App Sec

January 30, 2024

Overview

Application Security (App Sec) is a very broad topic with many sub-topics. At each step, for every App Sec decision, one must evaluate tradeoffs based on:

  • Type of application:
    • Technology stack: The choice of technology stack greatly influences day-to-day Application Security decisions. Higher-level languages (like Python) and their libraries are inherently easier to build with securely. This can reduce App Sec overhead.
    • Third-party dependencies: Third-party dependencies can introduce vulnerabilities. If they're open-source, they can also become attack vectors.
    • Geography of servers: The location of servers can affect compliance with data protection laws (e.g. GDPR in Europe) and the physical security standards required.
  • Scale of application: The size of the user base of the application dictates the scalability of security measures. Large-scale applications may require more robust and automated security solutions. The sophistication of adversaries tends to increase with an application's scale.
  • Type of customers:
    • Sensitivity to breaches of security: Some customers are more sensitive to breaches of security than others. Cultural expectations or compliance strategies can influence a customer's sensitivity to breaches.
    • Geography of customers: Similar to the geography of servers, the geography of customers also affects compliance with data protection laws (e.g. GDPR in Europe).
  • Type of data:
    • Sensitivity of information: Data classification (public, confidential, sensitive) guides the level of protection needed. Sensitive data requires encryption and strict access controls.
    • Size: The volume of data affects storage choices and data protection mechanisms. Large datasets may require more sophisticated encryption and data management strategies. It's important to note that asymmetric cryptography has a relatively small maximum size that can be encrypted compared to symmetric cryptography.
  • Number of employees: More employees requires more internal security perimeters and stronger internal access control mechanisms.
  • User experience expectations: There's a balance to be struck between strong security measures and user convenience.
  • Resources available to build: The only way for a system to be 100% secure is for it not to exist. Security is a game of marginal benefits with marginally increasing costs.

Access Control

Access Control is one of the cornerstones of robust Application Security. This critical component ensures that only authorized users can access certain data or functionalities within an application.

Models

Several models exist for managing Access Control for users. Rather than regurgitating that information, this Firewall Times blog post outlines 8 of the most popular Access Control Models.

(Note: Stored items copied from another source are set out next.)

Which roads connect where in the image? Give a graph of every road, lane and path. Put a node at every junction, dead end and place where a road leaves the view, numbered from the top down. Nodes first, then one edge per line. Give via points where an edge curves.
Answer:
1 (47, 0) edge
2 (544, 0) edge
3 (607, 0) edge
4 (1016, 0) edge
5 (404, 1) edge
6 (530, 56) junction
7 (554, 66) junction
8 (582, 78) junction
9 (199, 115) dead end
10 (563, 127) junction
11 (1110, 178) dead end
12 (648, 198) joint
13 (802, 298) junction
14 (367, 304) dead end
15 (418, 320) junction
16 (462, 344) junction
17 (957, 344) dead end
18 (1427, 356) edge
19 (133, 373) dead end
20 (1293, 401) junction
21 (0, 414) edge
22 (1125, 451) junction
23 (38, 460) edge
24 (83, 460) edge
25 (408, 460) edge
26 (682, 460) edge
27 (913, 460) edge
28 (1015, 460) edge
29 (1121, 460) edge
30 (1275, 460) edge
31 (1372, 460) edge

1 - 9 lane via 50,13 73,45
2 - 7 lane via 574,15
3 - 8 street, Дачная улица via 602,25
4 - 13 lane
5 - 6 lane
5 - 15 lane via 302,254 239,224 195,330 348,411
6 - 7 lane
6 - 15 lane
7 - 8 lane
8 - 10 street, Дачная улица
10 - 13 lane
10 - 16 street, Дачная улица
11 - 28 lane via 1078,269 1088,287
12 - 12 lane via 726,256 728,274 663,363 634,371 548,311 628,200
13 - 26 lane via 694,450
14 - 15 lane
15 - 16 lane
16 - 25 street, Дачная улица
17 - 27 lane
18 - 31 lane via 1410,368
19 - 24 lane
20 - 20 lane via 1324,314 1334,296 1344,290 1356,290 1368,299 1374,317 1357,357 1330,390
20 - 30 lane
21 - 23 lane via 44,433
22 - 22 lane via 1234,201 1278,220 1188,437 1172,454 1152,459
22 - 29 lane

Authentication vs Authorization

Authentication and Authorization are mechanisms to verify identity and permissions, respectively.

Internal

Internal Access Control is often overlooked at the smallest companies in order to avoid overhead. This decision should be made with abundant caution. As a company grows, Internal Access Control becomes critical. After ~150 developers, it's inevitable that factions arise. It's very difficult to maintain a single cohesive social group beyond this point.

The blog post Zero-Trust Security touches on nuances regarding internal employees and access to external user data. It's a difficult balance to achieve. If data is opaque to internal employees, then it's impossible to run analytics and Machine Learning on it to gain valuable insights. However, if it's transparent, then unauthorized access is possible from internal employees. It's possible to mitigate this with a Two-Man Rule, however, these mechanisms can be bypassed via collusion.

External

External Access Control requires strict reviews to assure that the very large number of threats on the internet cannot penetrate the exposed endpoints of your application.

Threat Model

A critical exercise in understanding the potential attack vectors of an application is Threat Modeling.

Testing

It's important to test any piece of software and security-vulnerable software is no exception. Here are some resources for testing:

Patch Management

Complexity breeds vulnerability. An important practice is to regularly maintain software to install the latest versions. This practice needs to be followed for all layers, from third-party dependencies in the application layer to OS updates. Even the OS's network stack is vulnerable to direct attack.

Conclusion

Security, like any part of software that is not the core application adds overhead. It needs to grow in complexity alongside a project. Take all the guidance here with a grain of salt, especially early in a project to maximize its success.

To be updated with more practical examples upon clearing them.